Collected data entries:
• • •
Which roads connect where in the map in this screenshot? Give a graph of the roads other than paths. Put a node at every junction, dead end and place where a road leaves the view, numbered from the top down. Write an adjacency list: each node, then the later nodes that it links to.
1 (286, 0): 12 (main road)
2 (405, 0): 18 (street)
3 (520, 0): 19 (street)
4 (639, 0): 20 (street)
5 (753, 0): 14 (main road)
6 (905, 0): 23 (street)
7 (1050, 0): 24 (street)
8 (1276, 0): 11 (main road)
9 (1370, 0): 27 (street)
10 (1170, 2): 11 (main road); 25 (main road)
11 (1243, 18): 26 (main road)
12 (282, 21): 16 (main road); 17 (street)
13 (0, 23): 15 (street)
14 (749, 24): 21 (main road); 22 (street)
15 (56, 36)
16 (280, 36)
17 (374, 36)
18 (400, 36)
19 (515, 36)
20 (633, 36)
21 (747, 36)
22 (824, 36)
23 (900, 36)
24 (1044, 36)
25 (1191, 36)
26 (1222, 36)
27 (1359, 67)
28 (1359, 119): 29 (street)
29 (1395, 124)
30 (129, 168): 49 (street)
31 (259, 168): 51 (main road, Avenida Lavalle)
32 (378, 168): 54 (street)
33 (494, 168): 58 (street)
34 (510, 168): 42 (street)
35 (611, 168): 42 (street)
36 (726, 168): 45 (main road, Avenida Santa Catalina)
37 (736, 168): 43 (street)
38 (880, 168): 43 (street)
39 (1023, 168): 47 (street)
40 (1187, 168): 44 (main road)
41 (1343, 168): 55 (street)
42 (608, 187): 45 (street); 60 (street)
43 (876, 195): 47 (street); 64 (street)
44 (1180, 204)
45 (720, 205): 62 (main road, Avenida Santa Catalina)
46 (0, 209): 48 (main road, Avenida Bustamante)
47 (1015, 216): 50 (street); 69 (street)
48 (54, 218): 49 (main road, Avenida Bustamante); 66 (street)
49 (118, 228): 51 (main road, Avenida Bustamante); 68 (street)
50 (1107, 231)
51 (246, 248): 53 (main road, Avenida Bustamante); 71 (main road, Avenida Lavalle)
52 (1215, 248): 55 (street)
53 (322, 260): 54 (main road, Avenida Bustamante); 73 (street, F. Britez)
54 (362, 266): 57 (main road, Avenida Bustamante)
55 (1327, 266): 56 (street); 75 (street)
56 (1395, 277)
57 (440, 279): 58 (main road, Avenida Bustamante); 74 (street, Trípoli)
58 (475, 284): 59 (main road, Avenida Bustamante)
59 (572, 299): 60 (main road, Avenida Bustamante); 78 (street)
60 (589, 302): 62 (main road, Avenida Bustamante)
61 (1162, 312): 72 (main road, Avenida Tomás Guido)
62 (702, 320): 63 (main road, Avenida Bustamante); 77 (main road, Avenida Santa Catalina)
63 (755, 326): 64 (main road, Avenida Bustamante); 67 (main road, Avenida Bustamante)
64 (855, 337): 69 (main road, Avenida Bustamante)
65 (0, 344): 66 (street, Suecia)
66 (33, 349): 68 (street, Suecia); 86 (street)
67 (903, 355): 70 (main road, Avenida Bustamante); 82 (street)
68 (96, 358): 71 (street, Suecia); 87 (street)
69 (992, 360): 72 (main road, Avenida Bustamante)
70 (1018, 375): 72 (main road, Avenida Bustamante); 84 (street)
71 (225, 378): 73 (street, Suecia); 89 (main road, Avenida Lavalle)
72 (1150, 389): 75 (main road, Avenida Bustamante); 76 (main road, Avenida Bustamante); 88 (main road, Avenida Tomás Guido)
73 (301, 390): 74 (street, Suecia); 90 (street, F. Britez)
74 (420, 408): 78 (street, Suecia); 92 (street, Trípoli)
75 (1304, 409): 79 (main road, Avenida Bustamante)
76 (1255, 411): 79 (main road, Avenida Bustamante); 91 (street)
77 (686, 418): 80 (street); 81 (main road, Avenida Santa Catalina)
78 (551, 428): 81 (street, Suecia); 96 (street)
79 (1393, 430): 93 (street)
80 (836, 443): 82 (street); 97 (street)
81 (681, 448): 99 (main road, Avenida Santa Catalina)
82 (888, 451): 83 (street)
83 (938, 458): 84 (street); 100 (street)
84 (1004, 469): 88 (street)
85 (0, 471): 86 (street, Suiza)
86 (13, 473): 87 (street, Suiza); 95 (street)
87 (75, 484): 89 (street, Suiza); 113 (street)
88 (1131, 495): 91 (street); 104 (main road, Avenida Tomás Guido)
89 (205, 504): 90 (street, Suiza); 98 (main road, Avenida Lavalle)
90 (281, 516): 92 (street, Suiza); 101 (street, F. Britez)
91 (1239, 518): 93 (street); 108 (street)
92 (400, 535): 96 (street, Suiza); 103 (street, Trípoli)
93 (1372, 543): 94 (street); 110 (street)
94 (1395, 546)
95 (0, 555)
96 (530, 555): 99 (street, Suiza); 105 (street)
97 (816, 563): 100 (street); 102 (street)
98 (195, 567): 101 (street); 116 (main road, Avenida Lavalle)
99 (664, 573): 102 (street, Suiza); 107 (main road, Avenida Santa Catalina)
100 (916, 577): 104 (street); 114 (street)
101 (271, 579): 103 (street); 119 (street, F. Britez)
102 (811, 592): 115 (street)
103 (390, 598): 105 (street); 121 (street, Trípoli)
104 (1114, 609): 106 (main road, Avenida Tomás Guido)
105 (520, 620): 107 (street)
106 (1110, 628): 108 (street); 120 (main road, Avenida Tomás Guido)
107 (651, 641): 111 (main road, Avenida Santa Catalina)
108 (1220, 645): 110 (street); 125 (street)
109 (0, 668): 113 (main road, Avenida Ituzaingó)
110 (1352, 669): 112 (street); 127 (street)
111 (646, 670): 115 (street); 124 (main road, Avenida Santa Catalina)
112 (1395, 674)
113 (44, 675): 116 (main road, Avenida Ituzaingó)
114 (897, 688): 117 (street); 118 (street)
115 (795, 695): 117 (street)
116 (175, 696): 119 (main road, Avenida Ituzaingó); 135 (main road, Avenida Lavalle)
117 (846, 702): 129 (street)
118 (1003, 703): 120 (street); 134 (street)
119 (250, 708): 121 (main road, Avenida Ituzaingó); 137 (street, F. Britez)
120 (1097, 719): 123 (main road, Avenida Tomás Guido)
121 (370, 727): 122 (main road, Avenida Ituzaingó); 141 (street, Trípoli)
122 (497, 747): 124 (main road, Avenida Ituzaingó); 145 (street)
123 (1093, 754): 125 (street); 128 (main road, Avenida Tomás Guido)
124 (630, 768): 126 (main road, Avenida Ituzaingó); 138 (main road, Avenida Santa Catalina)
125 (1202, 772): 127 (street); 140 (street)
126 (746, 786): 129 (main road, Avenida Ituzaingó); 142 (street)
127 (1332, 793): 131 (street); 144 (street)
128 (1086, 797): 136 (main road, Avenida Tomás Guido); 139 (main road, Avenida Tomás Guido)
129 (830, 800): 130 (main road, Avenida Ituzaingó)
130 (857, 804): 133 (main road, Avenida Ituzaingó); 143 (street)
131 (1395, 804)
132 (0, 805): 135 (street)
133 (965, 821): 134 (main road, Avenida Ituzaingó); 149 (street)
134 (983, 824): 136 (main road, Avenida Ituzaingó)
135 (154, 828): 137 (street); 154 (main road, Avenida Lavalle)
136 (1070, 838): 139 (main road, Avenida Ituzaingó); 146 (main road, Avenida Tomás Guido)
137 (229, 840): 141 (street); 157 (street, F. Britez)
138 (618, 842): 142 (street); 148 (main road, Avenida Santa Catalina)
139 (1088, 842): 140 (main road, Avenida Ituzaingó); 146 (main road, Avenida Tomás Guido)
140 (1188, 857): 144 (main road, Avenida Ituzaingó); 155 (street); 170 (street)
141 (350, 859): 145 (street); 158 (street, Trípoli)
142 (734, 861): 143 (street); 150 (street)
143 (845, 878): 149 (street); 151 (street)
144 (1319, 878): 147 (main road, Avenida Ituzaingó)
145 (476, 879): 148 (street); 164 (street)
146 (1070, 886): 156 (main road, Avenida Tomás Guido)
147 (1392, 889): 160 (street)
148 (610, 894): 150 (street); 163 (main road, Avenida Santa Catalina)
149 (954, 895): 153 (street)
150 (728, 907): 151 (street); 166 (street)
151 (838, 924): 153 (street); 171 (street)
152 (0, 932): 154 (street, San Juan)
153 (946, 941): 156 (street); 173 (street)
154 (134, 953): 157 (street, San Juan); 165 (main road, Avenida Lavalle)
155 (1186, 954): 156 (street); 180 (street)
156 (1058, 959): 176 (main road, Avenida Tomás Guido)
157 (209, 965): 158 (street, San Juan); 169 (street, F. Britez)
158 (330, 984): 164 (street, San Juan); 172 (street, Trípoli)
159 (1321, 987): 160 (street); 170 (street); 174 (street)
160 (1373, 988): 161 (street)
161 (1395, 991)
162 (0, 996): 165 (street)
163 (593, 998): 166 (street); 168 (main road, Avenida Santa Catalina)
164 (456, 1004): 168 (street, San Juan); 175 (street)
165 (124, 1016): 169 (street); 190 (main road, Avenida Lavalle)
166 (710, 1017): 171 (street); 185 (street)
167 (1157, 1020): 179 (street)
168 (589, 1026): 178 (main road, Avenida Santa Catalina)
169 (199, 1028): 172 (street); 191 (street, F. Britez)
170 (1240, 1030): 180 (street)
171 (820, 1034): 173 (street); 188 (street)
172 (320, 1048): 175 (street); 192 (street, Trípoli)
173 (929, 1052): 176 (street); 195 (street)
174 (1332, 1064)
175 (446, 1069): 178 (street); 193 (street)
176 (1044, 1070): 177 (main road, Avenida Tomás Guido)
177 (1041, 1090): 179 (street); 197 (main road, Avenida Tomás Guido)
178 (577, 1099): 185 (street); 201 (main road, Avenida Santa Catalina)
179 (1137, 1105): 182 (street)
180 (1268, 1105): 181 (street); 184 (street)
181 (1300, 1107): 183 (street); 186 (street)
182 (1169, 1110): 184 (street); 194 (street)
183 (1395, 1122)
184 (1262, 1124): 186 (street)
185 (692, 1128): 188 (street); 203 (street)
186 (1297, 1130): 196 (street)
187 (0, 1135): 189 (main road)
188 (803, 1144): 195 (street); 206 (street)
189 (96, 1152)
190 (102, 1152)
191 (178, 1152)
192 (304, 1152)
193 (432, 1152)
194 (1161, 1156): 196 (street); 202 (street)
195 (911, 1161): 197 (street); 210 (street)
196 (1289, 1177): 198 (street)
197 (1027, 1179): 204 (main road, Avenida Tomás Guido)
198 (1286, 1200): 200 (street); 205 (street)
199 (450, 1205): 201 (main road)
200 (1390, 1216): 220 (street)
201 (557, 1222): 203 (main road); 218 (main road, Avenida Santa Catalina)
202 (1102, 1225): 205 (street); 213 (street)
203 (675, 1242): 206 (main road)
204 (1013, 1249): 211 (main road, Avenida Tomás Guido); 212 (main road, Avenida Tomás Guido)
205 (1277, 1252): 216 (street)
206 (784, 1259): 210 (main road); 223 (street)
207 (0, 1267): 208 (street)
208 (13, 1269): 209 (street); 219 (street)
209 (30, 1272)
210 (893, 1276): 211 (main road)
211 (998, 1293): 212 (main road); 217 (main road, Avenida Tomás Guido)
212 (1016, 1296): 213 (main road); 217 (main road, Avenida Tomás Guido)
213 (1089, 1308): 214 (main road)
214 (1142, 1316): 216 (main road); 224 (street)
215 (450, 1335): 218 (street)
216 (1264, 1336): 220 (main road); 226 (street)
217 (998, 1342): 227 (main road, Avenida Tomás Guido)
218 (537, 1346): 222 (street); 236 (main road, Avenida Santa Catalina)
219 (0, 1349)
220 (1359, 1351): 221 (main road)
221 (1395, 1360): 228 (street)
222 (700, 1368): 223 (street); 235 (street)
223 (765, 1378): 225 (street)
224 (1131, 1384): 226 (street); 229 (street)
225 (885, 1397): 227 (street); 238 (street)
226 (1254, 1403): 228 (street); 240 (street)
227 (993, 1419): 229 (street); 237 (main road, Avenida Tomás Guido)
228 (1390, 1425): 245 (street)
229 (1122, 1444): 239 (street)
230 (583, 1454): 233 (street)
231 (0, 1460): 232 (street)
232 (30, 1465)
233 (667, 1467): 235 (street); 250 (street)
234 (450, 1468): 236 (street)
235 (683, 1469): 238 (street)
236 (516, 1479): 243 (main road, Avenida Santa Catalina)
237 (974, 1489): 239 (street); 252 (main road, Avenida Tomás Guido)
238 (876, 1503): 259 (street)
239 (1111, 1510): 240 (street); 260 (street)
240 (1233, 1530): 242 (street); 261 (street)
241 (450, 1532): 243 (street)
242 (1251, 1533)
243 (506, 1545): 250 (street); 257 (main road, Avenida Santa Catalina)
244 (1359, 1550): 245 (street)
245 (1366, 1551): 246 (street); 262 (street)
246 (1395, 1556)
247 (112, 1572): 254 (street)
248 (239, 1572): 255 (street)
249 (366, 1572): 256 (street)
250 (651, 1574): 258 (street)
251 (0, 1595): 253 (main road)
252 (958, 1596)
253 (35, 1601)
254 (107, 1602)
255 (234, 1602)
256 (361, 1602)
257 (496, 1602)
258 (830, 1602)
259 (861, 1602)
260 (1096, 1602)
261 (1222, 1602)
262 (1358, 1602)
• • •
▶ [REQUIRED ACTION] Please tally the lines above that include the word "Suecia" and answer with the number by itself.

▶ [FINISHED TASK] 7